(Stored data entries)
------------

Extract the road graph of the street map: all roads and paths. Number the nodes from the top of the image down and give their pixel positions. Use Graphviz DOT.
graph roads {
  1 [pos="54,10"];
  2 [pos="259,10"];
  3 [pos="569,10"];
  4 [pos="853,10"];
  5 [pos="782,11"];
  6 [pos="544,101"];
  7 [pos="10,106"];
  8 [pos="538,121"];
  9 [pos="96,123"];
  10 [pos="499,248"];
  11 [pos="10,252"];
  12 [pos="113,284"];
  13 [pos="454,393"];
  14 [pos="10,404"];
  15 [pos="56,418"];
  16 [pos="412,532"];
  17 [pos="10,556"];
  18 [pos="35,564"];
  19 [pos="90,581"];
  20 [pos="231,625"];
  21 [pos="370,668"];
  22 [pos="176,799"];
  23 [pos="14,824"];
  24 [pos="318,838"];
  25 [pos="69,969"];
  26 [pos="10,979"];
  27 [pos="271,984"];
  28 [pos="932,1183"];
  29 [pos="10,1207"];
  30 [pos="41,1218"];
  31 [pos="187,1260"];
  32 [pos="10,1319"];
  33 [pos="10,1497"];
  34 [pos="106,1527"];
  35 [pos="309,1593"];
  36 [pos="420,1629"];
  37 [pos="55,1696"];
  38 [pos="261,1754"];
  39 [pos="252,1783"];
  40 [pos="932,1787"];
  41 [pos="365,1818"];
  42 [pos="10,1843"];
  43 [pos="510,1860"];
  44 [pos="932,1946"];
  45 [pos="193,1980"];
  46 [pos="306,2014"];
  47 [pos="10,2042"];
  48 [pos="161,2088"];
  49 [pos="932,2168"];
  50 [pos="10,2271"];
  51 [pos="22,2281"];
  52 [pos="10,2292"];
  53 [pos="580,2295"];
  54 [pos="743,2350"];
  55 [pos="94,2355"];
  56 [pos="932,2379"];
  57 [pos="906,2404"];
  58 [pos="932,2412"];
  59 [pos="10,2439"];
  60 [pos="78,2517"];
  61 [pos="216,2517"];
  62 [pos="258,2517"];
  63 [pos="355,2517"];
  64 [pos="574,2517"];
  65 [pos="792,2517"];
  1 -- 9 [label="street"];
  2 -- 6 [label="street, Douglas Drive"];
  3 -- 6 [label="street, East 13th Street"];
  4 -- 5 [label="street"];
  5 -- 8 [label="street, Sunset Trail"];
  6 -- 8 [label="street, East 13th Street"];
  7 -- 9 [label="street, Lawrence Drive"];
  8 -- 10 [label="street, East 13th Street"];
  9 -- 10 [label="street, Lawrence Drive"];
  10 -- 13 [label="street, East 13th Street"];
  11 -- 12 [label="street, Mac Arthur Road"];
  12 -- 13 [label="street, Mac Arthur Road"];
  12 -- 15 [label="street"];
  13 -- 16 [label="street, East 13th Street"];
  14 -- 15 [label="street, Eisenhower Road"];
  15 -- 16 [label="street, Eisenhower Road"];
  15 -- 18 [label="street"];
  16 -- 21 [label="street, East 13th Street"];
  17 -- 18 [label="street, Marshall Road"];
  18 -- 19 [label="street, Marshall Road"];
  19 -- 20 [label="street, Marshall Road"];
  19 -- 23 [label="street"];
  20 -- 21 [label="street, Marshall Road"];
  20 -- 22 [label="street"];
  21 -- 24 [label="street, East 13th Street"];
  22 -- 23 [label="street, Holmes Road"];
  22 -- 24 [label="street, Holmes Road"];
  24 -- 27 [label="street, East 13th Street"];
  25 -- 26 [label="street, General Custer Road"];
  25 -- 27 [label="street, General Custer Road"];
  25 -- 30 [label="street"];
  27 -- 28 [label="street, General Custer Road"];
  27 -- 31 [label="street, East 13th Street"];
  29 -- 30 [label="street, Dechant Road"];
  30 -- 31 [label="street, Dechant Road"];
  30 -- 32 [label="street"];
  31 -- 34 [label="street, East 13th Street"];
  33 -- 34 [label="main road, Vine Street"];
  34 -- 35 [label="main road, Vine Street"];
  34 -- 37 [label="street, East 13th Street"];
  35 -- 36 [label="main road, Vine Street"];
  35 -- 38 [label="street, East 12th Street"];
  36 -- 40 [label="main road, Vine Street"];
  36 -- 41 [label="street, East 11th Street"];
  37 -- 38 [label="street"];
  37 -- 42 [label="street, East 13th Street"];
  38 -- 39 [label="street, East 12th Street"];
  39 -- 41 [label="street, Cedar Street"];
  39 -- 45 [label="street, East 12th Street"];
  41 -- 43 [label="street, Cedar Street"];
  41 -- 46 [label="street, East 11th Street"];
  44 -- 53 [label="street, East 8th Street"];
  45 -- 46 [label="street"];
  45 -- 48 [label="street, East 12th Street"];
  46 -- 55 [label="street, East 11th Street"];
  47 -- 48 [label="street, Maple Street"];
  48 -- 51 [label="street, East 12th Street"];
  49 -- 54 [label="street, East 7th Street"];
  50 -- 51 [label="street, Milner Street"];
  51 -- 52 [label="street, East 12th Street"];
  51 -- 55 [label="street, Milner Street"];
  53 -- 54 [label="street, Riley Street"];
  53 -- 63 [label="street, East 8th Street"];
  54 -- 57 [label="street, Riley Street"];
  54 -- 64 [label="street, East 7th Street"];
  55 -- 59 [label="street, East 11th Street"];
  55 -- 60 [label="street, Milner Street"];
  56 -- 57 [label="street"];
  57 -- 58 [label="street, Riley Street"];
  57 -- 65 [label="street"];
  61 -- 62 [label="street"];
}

------------

§ Required action
Search the entries for the word "graph" and copy every line that holds it.

§ Solution to this problem
Extract the road graph of the street map: all roads and paths. Number the nodes from the top of the image down and give their pixel positions. Use Graphviz DOT.
graph roads {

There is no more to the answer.